DESCRIPTION OF THE TASK
Pick each line containing the word "other" out of the data below.

PROVIDED DATA
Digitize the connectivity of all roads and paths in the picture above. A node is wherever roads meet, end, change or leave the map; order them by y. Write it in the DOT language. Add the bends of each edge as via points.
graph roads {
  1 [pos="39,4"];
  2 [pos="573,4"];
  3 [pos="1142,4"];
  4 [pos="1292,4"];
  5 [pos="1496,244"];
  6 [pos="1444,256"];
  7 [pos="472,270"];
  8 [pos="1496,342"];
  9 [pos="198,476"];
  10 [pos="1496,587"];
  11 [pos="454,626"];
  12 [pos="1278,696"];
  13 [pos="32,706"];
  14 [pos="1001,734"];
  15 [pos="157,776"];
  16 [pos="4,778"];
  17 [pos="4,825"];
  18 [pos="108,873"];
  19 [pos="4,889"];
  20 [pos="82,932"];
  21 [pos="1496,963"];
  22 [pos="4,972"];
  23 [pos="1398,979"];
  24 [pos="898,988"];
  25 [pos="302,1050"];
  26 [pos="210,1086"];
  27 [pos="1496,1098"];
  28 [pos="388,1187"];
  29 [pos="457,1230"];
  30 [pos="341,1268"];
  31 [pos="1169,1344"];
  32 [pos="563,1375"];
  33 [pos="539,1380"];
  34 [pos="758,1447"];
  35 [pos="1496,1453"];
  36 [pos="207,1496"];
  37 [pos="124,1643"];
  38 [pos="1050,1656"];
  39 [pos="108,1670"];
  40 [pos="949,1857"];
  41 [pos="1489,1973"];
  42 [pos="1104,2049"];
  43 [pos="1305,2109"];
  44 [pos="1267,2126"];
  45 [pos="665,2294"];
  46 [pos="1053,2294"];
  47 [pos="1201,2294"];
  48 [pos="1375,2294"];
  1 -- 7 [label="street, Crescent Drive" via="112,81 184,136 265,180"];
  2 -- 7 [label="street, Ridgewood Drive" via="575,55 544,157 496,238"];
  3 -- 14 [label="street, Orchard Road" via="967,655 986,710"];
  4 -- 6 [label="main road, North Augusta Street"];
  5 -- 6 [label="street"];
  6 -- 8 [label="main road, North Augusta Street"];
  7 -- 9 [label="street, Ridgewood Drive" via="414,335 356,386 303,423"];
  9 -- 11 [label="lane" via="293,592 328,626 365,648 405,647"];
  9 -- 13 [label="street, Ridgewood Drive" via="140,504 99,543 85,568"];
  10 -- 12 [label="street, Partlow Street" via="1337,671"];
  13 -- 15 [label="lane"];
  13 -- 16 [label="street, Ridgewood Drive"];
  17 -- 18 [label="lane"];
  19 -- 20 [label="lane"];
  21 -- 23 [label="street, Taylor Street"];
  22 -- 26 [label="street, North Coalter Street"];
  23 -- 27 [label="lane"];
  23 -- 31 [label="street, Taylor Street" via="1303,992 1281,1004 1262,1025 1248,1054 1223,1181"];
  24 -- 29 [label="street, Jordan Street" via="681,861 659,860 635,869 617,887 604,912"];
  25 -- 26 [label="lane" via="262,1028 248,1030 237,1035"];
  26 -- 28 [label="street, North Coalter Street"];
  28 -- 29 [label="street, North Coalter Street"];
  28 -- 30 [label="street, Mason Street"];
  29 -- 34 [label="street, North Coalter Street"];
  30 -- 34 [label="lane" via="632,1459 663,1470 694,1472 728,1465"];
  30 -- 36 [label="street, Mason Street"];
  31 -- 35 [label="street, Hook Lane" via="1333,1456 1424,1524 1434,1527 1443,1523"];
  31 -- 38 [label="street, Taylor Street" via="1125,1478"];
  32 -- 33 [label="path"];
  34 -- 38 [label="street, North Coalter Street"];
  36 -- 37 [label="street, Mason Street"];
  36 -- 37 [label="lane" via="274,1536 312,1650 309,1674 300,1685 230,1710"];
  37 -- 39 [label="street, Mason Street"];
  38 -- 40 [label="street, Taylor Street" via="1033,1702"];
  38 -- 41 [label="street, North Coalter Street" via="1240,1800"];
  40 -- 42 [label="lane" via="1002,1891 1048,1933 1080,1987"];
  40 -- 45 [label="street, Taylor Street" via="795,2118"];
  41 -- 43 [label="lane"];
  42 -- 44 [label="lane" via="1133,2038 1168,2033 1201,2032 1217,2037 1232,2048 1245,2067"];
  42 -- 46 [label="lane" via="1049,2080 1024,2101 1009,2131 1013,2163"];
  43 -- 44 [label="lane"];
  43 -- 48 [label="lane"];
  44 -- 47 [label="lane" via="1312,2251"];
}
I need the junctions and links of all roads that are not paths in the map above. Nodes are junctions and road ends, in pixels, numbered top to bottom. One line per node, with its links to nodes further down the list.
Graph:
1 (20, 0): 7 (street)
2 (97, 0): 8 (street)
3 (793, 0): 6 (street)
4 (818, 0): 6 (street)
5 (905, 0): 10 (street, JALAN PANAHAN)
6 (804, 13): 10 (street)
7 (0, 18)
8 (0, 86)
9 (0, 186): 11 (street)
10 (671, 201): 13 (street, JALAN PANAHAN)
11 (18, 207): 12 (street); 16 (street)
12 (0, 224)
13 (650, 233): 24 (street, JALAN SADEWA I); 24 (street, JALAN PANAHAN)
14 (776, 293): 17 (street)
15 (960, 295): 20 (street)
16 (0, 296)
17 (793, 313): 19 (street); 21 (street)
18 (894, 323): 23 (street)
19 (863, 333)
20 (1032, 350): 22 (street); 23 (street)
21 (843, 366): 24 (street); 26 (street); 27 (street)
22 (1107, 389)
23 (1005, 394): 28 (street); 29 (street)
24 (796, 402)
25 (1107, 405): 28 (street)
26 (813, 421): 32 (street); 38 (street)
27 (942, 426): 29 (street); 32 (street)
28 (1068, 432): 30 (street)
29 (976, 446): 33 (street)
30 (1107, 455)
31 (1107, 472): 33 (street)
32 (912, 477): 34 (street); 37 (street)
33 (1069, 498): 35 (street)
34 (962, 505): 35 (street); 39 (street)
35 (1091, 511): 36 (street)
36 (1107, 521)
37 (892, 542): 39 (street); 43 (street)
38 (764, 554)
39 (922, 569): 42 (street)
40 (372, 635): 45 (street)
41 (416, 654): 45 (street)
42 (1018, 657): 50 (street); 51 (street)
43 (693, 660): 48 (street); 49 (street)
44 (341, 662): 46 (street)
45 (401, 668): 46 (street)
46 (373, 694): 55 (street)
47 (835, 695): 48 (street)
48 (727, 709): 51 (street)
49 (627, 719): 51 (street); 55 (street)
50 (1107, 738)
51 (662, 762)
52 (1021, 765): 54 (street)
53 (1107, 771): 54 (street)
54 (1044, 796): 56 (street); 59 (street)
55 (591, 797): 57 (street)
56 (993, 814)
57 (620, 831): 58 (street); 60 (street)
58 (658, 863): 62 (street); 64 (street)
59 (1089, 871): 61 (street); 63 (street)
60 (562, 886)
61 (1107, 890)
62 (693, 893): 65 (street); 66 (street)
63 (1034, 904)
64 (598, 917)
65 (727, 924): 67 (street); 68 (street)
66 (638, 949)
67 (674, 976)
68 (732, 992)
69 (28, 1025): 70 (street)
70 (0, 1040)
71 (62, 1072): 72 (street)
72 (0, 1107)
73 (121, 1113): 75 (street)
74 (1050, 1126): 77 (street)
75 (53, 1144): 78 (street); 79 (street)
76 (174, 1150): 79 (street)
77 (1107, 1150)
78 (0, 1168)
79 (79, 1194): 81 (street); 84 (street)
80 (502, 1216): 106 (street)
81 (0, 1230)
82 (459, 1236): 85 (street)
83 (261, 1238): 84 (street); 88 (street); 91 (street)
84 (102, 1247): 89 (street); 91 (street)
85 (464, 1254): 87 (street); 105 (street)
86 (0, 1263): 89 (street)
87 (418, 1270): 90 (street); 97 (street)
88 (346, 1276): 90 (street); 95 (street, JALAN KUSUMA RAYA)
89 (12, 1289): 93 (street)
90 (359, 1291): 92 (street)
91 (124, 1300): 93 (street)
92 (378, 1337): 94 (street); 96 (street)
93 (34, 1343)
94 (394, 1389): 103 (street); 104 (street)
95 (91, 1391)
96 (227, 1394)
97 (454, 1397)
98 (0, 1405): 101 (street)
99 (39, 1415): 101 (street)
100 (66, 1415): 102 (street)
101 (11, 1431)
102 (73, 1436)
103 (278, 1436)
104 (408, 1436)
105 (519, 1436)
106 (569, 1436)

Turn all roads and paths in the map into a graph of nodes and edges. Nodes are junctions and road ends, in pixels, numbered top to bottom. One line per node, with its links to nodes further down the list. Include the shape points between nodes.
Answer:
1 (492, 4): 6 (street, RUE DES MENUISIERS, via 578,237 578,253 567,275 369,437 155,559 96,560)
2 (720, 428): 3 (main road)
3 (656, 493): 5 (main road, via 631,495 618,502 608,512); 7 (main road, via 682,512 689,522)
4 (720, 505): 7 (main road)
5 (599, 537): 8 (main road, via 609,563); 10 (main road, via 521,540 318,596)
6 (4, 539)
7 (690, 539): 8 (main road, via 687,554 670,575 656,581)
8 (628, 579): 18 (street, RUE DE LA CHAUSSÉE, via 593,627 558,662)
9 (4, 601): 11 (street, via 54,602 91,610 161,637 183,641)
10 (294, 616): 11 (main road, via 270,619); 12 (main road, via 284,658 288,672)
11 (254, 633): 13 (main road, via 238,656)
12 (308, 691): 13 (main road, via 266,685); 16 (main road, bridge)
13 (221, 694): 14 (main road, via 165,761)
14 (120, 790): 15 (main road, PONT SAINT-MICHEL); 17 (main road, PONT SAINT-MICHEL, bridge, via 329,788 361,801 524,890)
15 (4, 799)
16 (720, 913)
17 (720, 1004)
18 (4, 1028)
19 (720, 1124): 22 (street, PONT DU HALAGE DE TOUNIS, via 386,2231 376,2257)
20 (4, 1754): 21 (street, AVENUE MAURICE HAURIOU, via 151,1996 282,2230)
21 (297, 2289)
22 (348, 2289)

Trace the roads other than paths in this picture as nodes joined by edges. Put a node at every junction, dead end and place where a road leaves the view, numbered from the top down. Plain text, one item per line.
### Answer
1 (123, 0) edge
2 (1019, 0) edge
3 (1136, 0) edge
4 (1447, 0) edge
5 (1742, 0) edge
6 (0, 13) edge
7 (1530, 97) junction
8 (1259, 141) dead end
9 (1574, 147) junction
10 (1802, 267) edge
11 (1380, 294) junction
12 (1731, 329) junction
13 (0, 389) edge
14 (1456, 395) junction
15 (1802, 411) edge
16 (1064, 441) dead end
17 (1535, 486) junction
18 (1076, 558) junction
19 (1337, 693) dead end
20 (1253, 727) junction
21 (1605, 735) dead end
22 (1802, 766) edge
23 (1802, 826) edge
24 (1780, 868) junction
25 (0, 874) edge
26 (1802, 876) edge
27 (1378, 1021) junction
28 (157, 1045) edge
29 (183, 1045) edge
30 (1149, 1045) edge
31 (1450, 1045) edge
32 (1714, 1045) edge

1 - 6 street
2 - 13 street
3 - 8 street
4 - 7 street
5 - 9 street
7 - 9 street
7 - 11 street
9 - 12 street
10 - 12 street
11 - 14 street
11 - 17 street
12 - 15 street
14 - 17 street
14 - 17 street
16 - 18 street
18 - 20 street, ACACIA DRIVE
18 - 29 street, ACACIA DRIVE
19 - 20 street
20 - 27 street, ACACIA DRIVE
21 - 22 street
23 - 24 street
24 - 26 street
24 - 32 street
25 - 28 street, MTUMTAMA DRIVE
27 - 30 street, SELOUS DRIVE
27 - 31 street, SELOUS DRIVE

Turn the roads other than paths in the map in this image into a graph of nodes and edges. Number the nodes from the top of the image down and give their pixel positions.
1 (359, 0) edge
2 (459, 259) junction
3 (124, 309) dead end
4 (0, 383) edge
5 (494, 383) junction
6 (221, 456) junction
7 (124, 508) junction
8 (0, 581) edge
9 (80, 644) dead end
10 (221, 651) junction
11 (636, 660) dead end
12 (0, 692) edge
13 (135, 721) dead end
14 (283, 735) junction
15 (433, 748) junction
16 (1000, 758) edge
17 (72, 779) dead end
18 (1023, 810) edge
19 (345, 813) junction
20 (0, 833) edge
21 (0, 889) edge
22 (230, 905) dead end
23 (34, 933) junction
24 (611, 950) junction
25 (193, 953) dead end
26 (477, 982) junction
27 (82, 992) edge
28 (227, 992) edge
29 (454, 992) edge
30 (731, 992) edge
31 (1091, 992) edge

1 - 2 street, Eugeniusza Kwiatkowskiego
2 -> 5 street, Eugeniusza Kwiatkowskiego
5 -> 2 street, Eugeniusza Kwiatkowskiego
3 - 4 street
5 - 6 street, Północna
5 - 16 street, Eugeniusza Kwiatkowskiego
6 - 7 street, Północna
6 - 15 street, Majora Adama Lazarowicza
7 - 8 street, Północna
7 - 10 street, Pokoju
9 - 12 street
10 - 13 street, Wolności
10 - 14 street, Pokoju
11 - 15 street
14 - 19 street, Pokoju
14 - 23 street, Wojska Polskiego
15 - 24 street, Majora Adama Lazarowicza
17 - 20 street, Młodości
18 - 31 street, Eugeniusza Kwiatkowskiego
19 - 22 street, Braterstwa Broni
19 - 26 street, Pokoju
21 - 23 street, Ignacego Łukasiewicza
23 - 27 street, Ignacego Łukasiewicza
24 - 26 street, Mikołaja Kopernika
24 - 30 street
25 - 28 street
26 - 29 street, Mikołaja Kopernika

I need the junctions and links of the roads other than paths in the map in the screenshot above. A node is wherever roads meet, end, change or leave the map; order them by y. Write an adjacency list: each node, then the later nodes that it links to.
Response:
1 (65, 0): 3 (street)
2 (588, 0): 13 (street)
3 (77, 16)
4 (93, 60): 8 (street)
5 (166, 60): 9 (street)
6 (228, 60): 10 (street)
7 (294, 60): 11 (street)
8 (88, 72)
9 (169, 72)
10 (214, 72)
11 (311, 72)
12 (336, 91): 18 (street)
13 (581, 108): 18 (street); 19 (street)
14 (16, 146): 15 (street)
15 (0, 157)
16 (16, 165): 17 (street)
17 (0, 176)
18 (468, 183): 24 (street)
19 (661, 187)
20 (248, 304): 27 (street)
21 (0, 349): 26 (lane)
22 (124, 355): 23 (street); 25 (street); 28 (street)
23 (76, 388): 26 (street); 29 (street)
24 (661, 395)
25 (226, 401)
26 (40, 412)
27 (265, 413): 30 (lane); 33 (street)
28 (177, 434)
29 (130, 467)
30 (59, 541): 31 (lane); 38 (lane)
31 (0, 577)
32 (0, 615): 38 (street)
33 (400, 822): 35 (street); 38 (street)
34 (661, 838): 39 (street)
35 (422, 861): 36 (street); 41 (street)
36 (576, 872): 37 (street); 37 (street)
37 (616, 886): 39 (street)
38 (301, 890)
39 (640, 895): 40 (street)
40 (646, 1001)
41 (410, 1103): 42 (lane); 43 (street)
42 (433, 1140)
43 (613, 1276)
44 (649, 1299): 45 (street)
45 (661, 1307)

EXERCISE ANSWER
Trace the roads other than paths in this picture as nodes joined by edges. Put a node at every junction, dead end and place where a road leaves the view, numbered from the top down. Plain text, one item per line.
Turn the roads other than paths in the map in this image into a graph of nodes and edges. Number the nodes from the top of the image down and give their pixel positions.
I need the junctions and links of the roads other than paths in the map in the screenshot above. A node is wherever roads meet, end, change or leave the map; order them by y. Write an adjacency list: each node, then the later nodes that it links to.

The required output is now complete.